Seasoned exhibitor Kate Wilson, managing director of Nosy Crow in the U.K., found that “the exchanges with Chinese editors and publishers are much more meaningful now that they have become more selective and sophisticated. For sure, they now have a better sense of what works in their market, and they are starting to pay closer attention to artwork choices and even text details.” Wilson shared a story about the disinterest shown in Caryl Hart and Rosalind Beardshaw’s When a Dragon Comes to School and the 180-degree turn when the third title, When a Dragon Meets a Baby, came out. “The latter strikes a chord with Chinese publishers because the younger sibling theme is a hot topic in China in the post one-child era,” added Wilson, pointing out that “Chinese publishers want a ‘ready’ series whereas we—and many other overseas publishers—tend to create a series based on market response to the first book and the next title and so on, and it takes time to develop a series.”
For president Sue Yang of Seoul-based Eric Yang Agency, the days of no contract for Korean works are hopefully over and done with. “The last few years were terrible due to the tense diplomatic relations between the Chinese and South Korean governments that also affected trade activities. But this year, we see the situation slowly thawing and we managed to sell several titles at the Beijing International Book Fair. At this CCBF, we have had many great meetings and negotiations, which hopefully will end in signed deals soon.” Titles related to science, art, and math remain popular with Chinese publishers and readers, said Yang, adding that “the focus continues to be on books and picture books with educational values and high quality illustrations.”

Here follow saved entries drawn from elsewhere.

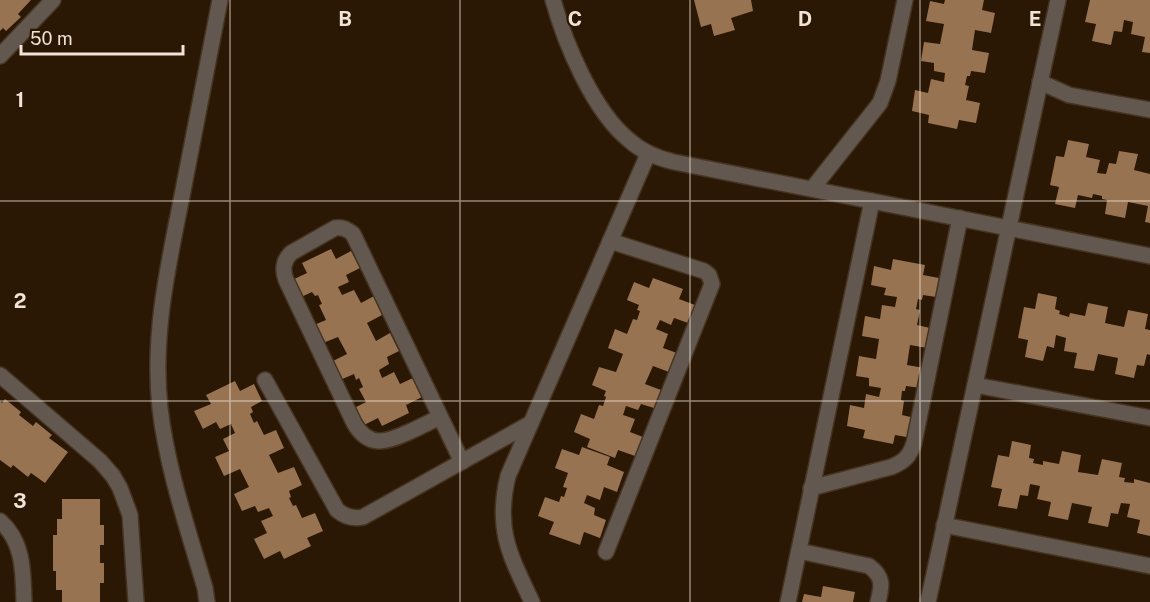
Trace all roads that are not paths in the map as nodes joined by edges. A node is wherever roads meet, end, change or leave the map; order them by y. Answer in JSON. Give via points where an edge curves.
{"nodes":[{"id":1,"x":53,"y":0,"type":"edge"},
{"id":2,"x":220,"y":0,"type":"edge"},
{"id":3,"x":553,"y":0,"type":"edge"},
{"id":4,"x":905,"y":0,"type":"edge"},
{"id":5,"x":1058,"y":0,"type":"edge"},
{"id":6,"x":0,"y":56,"type":"edge"},
{"id":7,"x":1041,"y":82,"type":"junction"},
{"id":8,"x":1150,"y":110,"type":"edge"},
{"id":9,"x":648,"y":154,"type":"junction"},
{"id":10,"x":812,"y":189,"type":"junction"},
{"id":11,"x":872,"y":201,"type":"junction"},
{"id":12,"x":960,"y":218,"type":"junction"},
{"id":13,"x":1009,"y":227,"type":"junction"},
{"id":14,"x":610,"y":241,"type":"junction"},
{"id":15,"x":1150,"y":256,"type":"edge"},
{"id":16,"x":0,"y":375,"type":"edge"},
{"id":17,"x":265,"y":380,"type":"dead end"},
{"id":18,"x":975,"y":385,"type":"junction"},
{"id":19,"x":440,"y":417,"type":"junction"},
{"id":20,"x":1150,"y":418,"type":"edge"},
{"id":21,"x":531,"y":423,"type":"junction"},
{"id":22,"x":462,"y":462,"type":"junction"},
{"id":23,"x":811,"y":488,"type":"junction"},
{"id":24,"x":0,"y":521,"type":"edge"},
{"id":25,"x":944,"y":525,"type":"junction"},
{"id":26,"x":799,"y":551,"type":"junction"},
{"id":27,"x":606,"y":552,"type":"dead end"},
{"id":28,"x":1150,"y":566,"type":"edge"},
{"id":29,"x":24,"y":602,"type":"edge"},
{"id":30,"x":136,"y":602,"type":"edge"},
{"id":31,"x":207,"y":602,"type":"edge"},
{"id":32,"x":532,"y":602,"type":"edge"},
{"id":33,"x":788,"y":602,"type":"edge"},
{"id":34,"x":878,"y":602,"type":"edge"},
{"id":35,"x":928,"y":602,"type":"edge"}],
"edges":[{"from":1,"to":6,"type":"street"},
{"from":2,"to":31,"type":"street","via":[[167,269],[158,361],[167,452]]},
{"from":3,"to":9,"type":"street","via":[[574,58],[597,102],[628,140]]},
{"from":4,"to":10,"type":"street","via":[[885,93]]},
{"from":5,"to":7,"type":"street"},
{"from":7,"to":8,"type":"street","via":[[1069,95]]},
{"from":7,"to":13,"type":"street"},
{"from":9,"to":10,"type":"street"},
{"from":9,"to":14,"type":"street"},
{"from":10,"to":11,"type":"street"},
{"from":11,"to":12,"type":"street"},
{"from":11,"to":23,"type":"street"},
{"from":12,"to":13,"type":"street"},
{"from":12,"to":23,"type":"street","via":[[912,451],[891,467]]},
{"from":13,"to":15,"type":"street"},
{"from":13,"to":18,"type":"street"},
{"from":14,"to":21,"type":"street"},
{"from":14,"to":27,"type":"street","via":[[704,271],[712,284]]},
{"from":16,"to":30,"type":"street","via":[[100,461],[116,482],[130,515]]},
{"from":17,"to":22,"type":"street","via":[[342,515],[363,517]]},
{"from":18,"to":20,"type":"street"},
{"from":18,"to":25,"type":"street"},
{"from":19,"to":19,"type":"street","via":[[353,234],[342,227],[335,228],[291,253],[284,265],[286,280],[362,434],[389,441]]},
{"from":19,"to":22,"type":"street"},
{"from":21,"to":22,"type":"street"},
{"from":21,"to":32,"type":"street","via":[[508,476],[503,511],[508,546]]},
{"from":23,"to":26,"type":"street"},
{"from":24,"to":29,"type":"street","via":[[20,550]]},
{"from":25,"to":28,"type":"street"},
{"from":25,"to":35,"type":"street"},
{"from":26,"to":33,"type":"street"},
{"from":26,"to":34,"type":"street","via":[[869,566],[881,580]]}]}
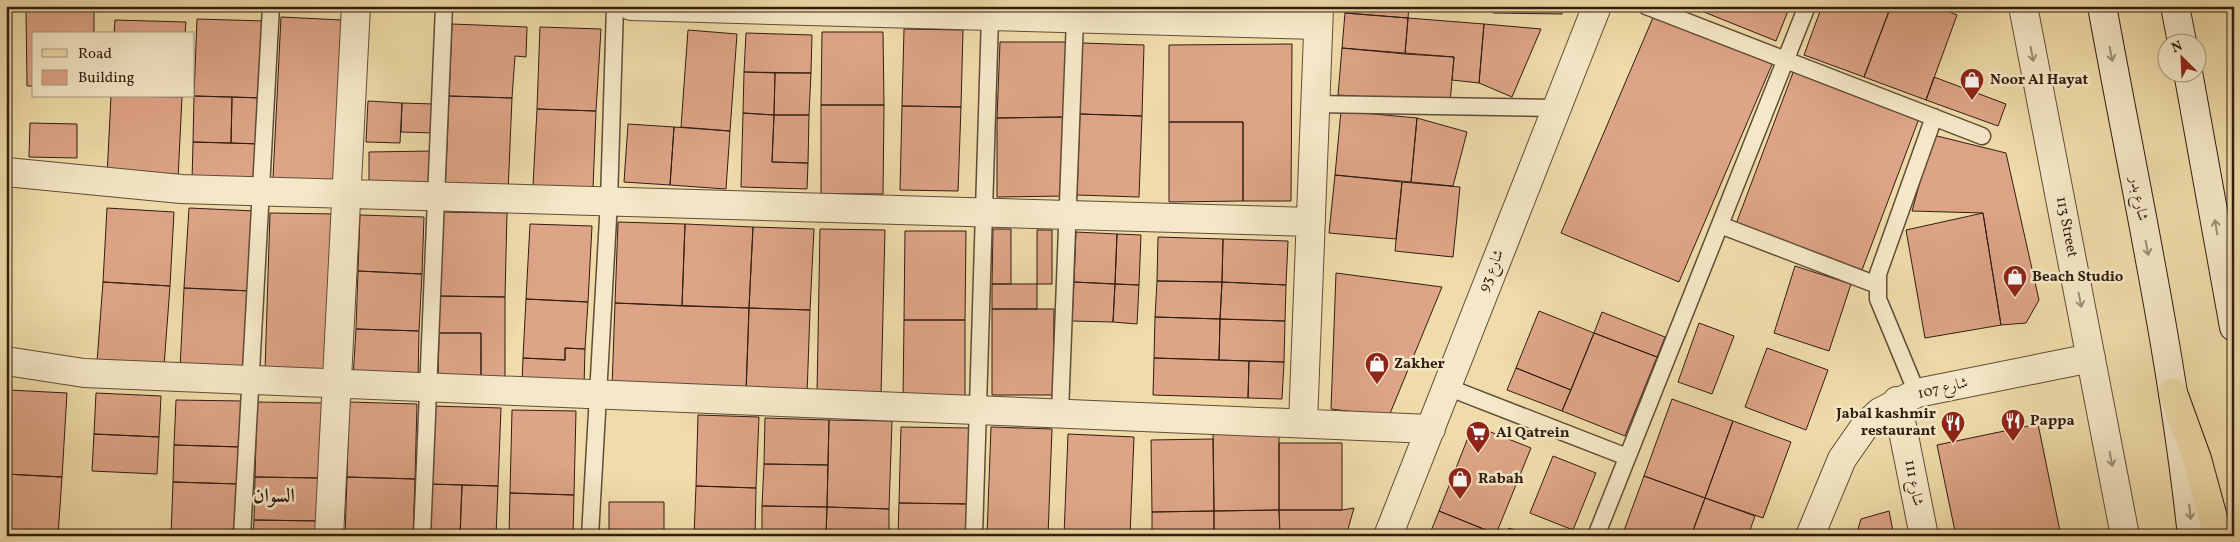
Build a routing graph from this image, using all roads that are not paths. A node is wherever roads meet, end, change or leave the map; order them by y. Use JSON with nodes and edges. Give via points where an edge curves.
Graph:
{"nodes":[{"id":1,"x":270,"y":6,"type":"edge"},
{"id":2,"x":356,"y":6,"type":"edge"},
{"id":3,"x":444,"y":6,"type":"edge"},
{"id":4,"x":615,"y":6,"type":"edge"},
{"id":5,"x":630,"y":6,"type":"edge"},
{"id":6,"x":1597,"y":6,"type":"edge"},
{"id":7,"x":1646,"y":6,"type":"edge"},
{"id":8,"x":1807,"y":6,"type":"edge"},
{"id":9,"x":2023,"y":6,"type":"edge"},
{"id":10,"x":2102,"y":6,"type":"edge"},
{"id":11,"x":2176,"y":6,"type":"edge"},
{"id":12,"x":691,"y":7,"type":"edge"},
{"id":13,"x":1319,"y":15,"type":"edge"},
{"id":14,"x":990,"y":16,"type":"junction"},
{"id":15,"x":1075,"y":18,"type":"junction"},
{"id":16,"x":2180,"y":32,"type":"edge"},
{"id":17,"x":1786,"y":60,"type":"junction"},
{"id":18,"x":2190,"y":82,"type":"edge"},
{"id":19,"x":1315,"y":104,"type":"junction"},
{"id":20,"x":1557,"y":108,"type":"junction"},
{"id":21,"x":1934,"y":117,"type":"junction"},
{"id":22,"x":1982,"y":136,"type":"dead end"},
{"id":23,"x":6,"y":172,"type":"edge"},
{"id":24,"x":261,"y":191,"type":"junction"},
{"id":25,"x":346,"y":194,"type":"junction"},
{"id":26,"x":436,"y":197,"type":"junction"},
{"id":27,"x":609,"y":201,"type":"junction"},
{"id":28,"x":984,"y":212,"type":"junction"},
{"id":29,"x":1068,"y":215,"type":"junction"},
{"id":30,"x":1311,"y":222,"type":"junction"},
{"id":31,"x":1720,"y":225,"type":"junction"},
{"id":32,"x":1876,"y":284,"type":"junction"},
{"id":33,"x":2234,"y":327,"type":"edge"},
{"id":34,"x":2091,"y":358,"type":"junction"},
{"id":35,"x":6,"y":361,"type":"edge"},
{"id":36,"x":250,"y":380,"type":"junction"},
{"id":37,"x":336,"y":383,"type":"junction"},
{"id":38,"x":428,"y":387,"type":"junction"},
{"id":39,"x":1447,"y":387,"type":"junction"},
{"id":40,"x":2173,"y":392,"type":"junction"},
{"id":41,"x":600,"y":394,"type":"junction"},
{"id":42,"x":1907,"y":397,"type":"junction"},
{"id":43,"x":978,"y":410,"type":"junction"},
{"id":44,"x":1060,"y":413,"type":"junction"},
{"id":45,"x":1303,"y":423,"type":"junction"},
{"id":46,"x":1431,"y":429,"type":"junction"},
{"id":47,"x":1627,"y":457,"type":"junction"},
{"id":48,"x":242,"y":536,"type":"edge"},
{"id":49,"x":329,"y":536,"type":"edge"},
{"id":50,"x":422,"y":536,"type":"edge"},
{"id":51,"x":590,"y":536,"type":"edge"},
{"id":52,"x":974,"y":536,"type":"edge"},
{"id":53,"x":1388,"y":536,"type":"edge"},
{"id":54,"x":1596,"y":536,"type":"edge"},
{"id":55,"x":1810,"y":536,"type":"edge"},
{"id":56,"x":1924,"y":536,"type":"edge"},
{"id":57,"x":2125,"y":536,"type":"edge"},
{"id":58,"x":2192,"y":536,"type":"edge"},
{"id":59,"x":2218,"y":536,"type":"edge"}],
"edges":[{"from":1,"to":24,"type":"lane"},
{"from":2,"to":25,"type":"street"},
{"from":3,"to":26,"type":"lane"},
{"from":4,"to":27,"type":"lane"},
{"from":5,"to":12,"type":"street"},
{"from":6,"to":20,"type":"street","name":"شارع 93"},
{"from":7,"to":17,"type":"lane"},
{"from":8,"to":17,"type":"lane"},
{"from":9,"to":34,"type":"street","name":"113 Street","one_way":true},
{"from":10,"to":40,"type":"street","name":"شارع بدر","one_way":true},
{"from":11,"to":16,"type":"street"},
{"from":12,"to":14,"type":"street"},
{"from":13,"to":15,"type":"street"},
{"from":13,"to":19,"type":"street"},
{"from":14,"to":15,"type":"street"},
{"from":14,"to":28,"type":"lane"},
{"from":15,"to":29,"type":"lane"},
{"from":17,"to":21,"type":"lane"},
{"from":17,"to":31,"type":"lane"},
{"from":33,"to":18,"type":"street","one_way":true},
{"from":19,"to":20,"type":"lane"},
{"from":19,"to":30,"type":"street"},
{"from":20,"to":39,"type":"street","name":"شارع 93"},
{"from":21,"to":22,"type":"lane"},
{"from":21,"to":32,"type":"lane"},
{"from":23,"to":24,"type":"street","via":[[181,189]]},
{"from":24,"to":25,"type":"street"},
{"from":24,"to":36,"type":"lane"},
{"from":25,"to":26,"type":"street"},
{"from":25,"to":37,"type":"street"},
{"from":26,"to":27,"type":"street"},
{"from":26,"to":38,"type":"lane"},
{"from":27,"to":28,"type":"street"},
{"from":27,"to":41,"type":"lane"},
{"from":28,"to":29,"type":"street"},
{"from":28,"to":43,"type":"lane"},
{"from":29,"to":30,"type":"street"},
{"from":29,"to":44,"type":"lane"},
{"from":30,"to":45,"type":"street"},
{"from":31,"to":32,"type":"lane"},
{"from":31,"to":47,"type":"lane"},
{"from":32,"to":42,"type":"lane"},
{"from":34,"to":42,"type":"street","name":"شارع 107"},
{"from":34,"to":57,"type":"street","name":"113 Street","one_way":true},
{"from":35,"to":36,"type":"street","via":[[84,372]]},
{"from":36,"to":37,"type":"street"},
{"from":36,"to":48,"type":"lane"},
{"from":37,"to":38,"type":"street"},
{"from":37,"to":49,"type":"street"},
{"from":38,"to":41,"type":"street"},
{"from":38,"to":50,"type":"lane"},
{"from":39,"to":46,"type":"street","name":"شارع 93"},
{"from":39,"to":47,"type":"lane"},
{"from":40,"to":58,"type":"street","name":"شارع بدر","one_way":true},
{"from":40,"to":59,"type":"main road","name":"شارع بدر","via":[[2197,459]]},
{"from":41,"to":43,"type":"street"},
{"from":41,"to":51,"type":"lane"},
{"from":42,"to":55,"type":"street","name":"شارع 107","via":[[1875,417],[1852,442]]},
{"from":42,"to":56,"type":"street","name":"شارع 111"},
{"from":43,"to":44,"type":"street"},
{"from":43,"to":52,"type":"lane"},
{"from":44,"to":45,"type":"street"},
{"from":45,"to":46,"type":"street"},
{"from":46,"to":53,"type":"street","name":"شارع 93"},
{"from":47,"to":54,"type":"lane"}]}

With more than 580 publishers plying the Chinese market, the children’s book segment is very crowded and competitive. “The situation is tough and getting dire,” said Jackie Huang, Beijing-based chief representative of Andrew Nurnberg Associates. “Major online retailers and platforms—Dangdang, JD, and Amazon, for instance—are offering deep discounts to achieve higher sales volumes. But this means that publisher margins get slimmer.” As for what sells (and what doesn’t), she said, “Audiobooks are growing, especially on popular platforms like TikTok. In contrast, e-books do not work here.” There is an obvious rise in the demand for picture books and pop-ups because “publishers realize that while they cater to growing children, there are plenty of newborns requiring new content and ideas.” (China adds 17.5 million babies annually to its population, which has hit 1.4 billion people.)
Middle-grade fiction is growing steadily but not quickly. “Translated YA titles have a tough time here due to censorship related to topics such as sex and the paranormal. At the same time, there are many established local YA authors and their works are immensely popular,” said Huang, pointing out that “while local talents for illustration and animation are aplenty and gaining recognition nationally and internationally, great storytelling ability remains lacking. And this translates into opportunities for imports and rights-buying for overseas publishers.”